He venido hasta aquí en busca de algo,
mi centro estaba no hacia adentro, lejos.
Era una algarabía o un estallido,
un periplo incitante, un vaso roto.
He recogido aristas y fragmentos.
Sobre el lodo la flor siguió brotando limpia.
Era yo el que quedó fuera del vuelo
de semillas y pájaros.
Bajo ellos sentí
un rumor con mi nombre,
una concavidad sumergida sin fondo,
era como un pulmón que almacenaba huecos.
Quise dormir en su abandono tibio,
rescatar un recuerdo de relojes exánimes.
Sentí de nuevo un tacto interrumpido
que me desconocía hostil, incierto.
Caí así en un sueño donde seguía la huella
de alguien al acecho de un dividido rostro.
Un viaje continuo. De nuevo a ningún sitio,
bajo la rotación de los días y los astros.
No amaban mi reposo. Era en vano mi esfuerzo.
Esperé a que salieran
y olvidé ante el ocaso su inclemente designio.

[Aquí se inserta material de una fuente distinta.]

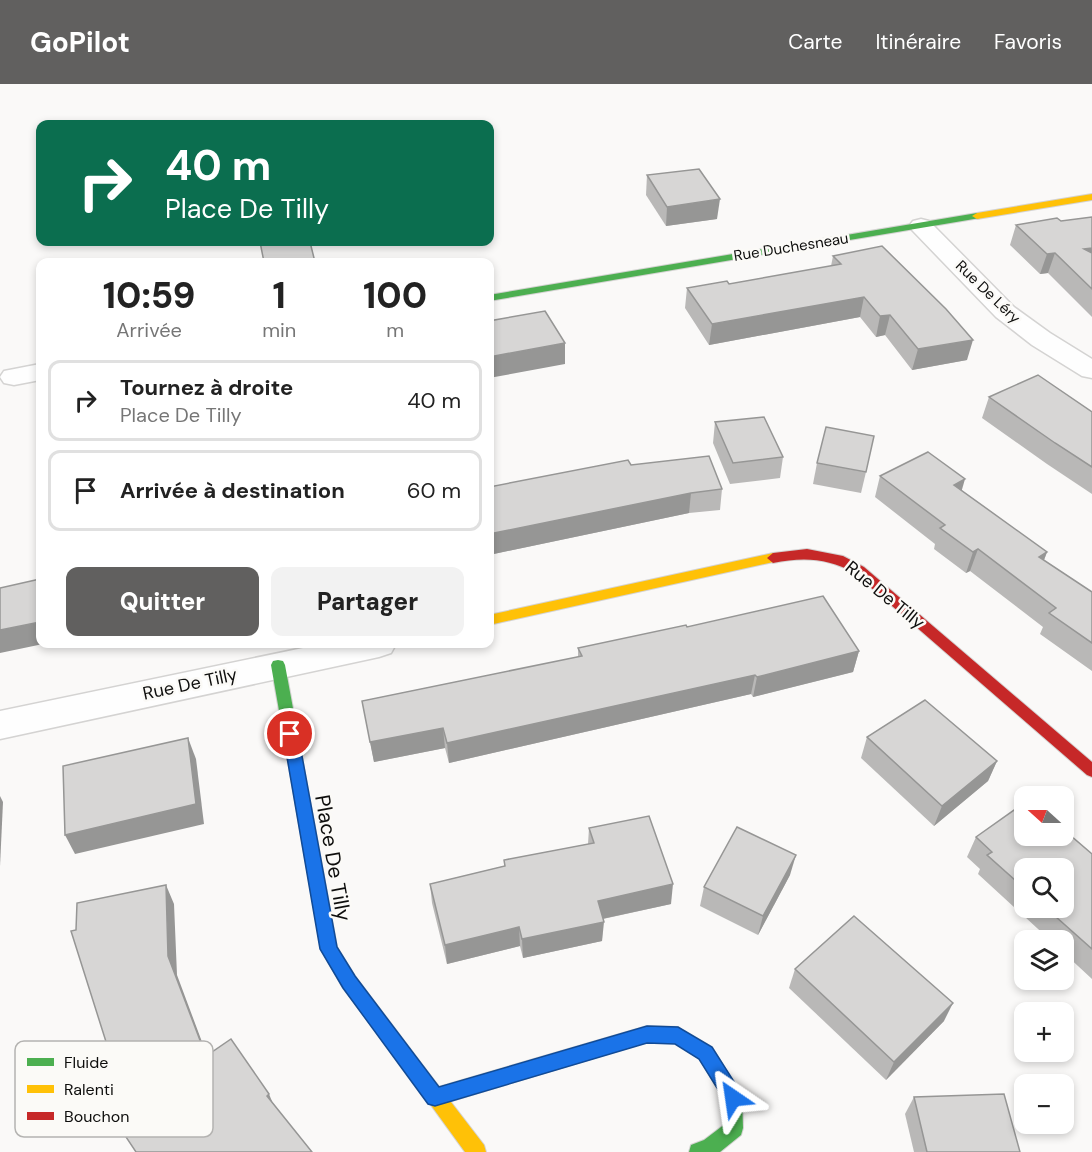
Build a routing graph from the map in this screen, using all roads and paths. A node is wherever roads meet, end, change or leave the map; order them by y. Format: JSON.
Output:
{"nodes":[{"id":1,"x":1092,"y":197,"type":"edge"},
{"id":2,"x":921,"y":226,"type":"junction"},
{"id":3,"x":494,"y":297,"type":"edge"},
{"id":4,"x":1092,"y":370,"type":"edge"},
{"id":5,"x":36,"y":373,"type":"edge"},
{"id":6,"x":14,"y":377,"type":"dead end"},
{"id":7,"x":494,"y":619,"type":"edge"},
{"id":8,"x":360,"y":648,"type":"edge"},
{"id":9,"x":278,"y":665,"type":"junction"},
{"id":10,"x":0,"y":725,"type":"edge"},
{"id":11,"x":1092,"y":771,"type":"edge"},
{"id":12,"x":435,"y":1097,"type":"junction"},
{"id":13,"x":477,"y":1152,"type":"edge"},
{"id":14,"x":698,"y":1152,"type":"edge"}],
"edges":[{"from":1,"to":2,"type":"street","name":"Rue Duchesneau"},
{"from":2,"to":3,"type":"street","name":"Rue Duchesneau"},
{"from":2,"to":4,"type":"street","name":"Rue De Léry"},
{"from":5,"to":6,"type":"street"},
{"from":7,"to":11,"type":"street","name":"Rue De Tilly"},
{"from":8,"to":9,"type":"street","name":"Rue De Tilly"},
{"from":9,"to":10,"type":"street","name":"Rue De Tilly"},
{"from":9,"to":12,"type":"street","name":"Place De Tilly"},
{"from":12,"to":13,"type":"street","name":"Place De Tilly"},
{"from":12,"to":14,"type":"street"}]}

lunes, 24 de marzo de 2014
jueves, 6 de marzo de 2014
A Jaime Chávarri, por El Desencanto
Sé
que respiro y que vive otro,
o
nadie vive,
o
todo yo soy nadie y un destierro,
y
me respiro polvo, y polvo he sido,
y
polvo soy sin ser mis huesos cieno,
y
sé que no he vivido -y tanto...
¿adónde
el aire?- y cuando miro
atrás
encuentro muerte.
Y
sigo siendo obligación de ser pavor,
ninguno,
tampoco tú ni nadie,
más
bien un lodazal, un grito
que
haga daño, un pedestal de humo
y
un silencio angustioso.
*
(A mediados de septiembre nos llegó la noticia de la muerte de Juan
Luis Panero. Estuve a punto de sacar este poema de 1983, apenas leído
por nadie, en el blog, escrito cuando conocí la película El
desencanto -sí, muchos años
después- por tve, en recuerdo de este gran autor. En aquel momento, me sobrecogió la dureza en la que se veían
envueltos y desprenden estos personajes aparentemente privilegiados y
sensibles de esta saga familiar, tan descarnadamente expuesta en ese documental en blanco y negro. Sus monstruos interiores desatan entre ellos una ceremonia
autodestructiva desde el vértigo de lo recibido y lo no recibido,
desde una identidad vivida como conflictiva, y con la exigencia de una
respuesta obligada en una clave -y a la vez su descrédito- de cultura y de arte, de la que escapar tampoco quieren o no es fácil.
Hoy
conocemos la muerte del último superviviente de esta familia retratada
en 1976 por Jaime Chávarri. Asistimos a un periodo de despedidas vertiginoso. La
de Ana María Moix hace unos días tan solo. Y ambas precedidas de la
de José María Castellet, el editor de los nueve novísimos, que se
descalzan de su mito con esta danza de la muerte. Leopoldo María
Panero eligió en su vida una fascinación por los abismos de
difícil retorno. Esta radical elección de lo errático fue su
manera de resaltar el fracaso de todo su alrededor como ejercicio
lúcido e impúdico. En el aire no vio la transparencia o el
aleteo sino el vómito, y prefirió el valor de lo impuro al del cómodo triunfo, de cuya impostura se sabía horrorizado y uncido. Ha muerto,
dicen, solo. Periférico y último. Se le jalea ahora como el loco
admirable y magnífico, pero a mí me asusta el deterioro que vi
siempre en sus incapacidades y en su rostro. No debió de ser para él nada fácil vivir así en esa elección diferente de su recorrido. E imagino un camino complicado y carente de los afectos básicos del que no
es grato o fácil dar medida o cuenta: ¿fue el recorrido de una consecución o un fruto roto? Su retrato y lo que durante años resistió de su cuerpo es una
imagen que hiere. Su inteligencia y sensibilidad actuaron de difícil
espejo. De algún modo, descanse. Porque tal vez, tras su muerte, su
espíritu inconforme seguiría batallando. En el aire ha quedado
pendiente el desgarro de sus inquisiciones y sus reflejos ásperos.)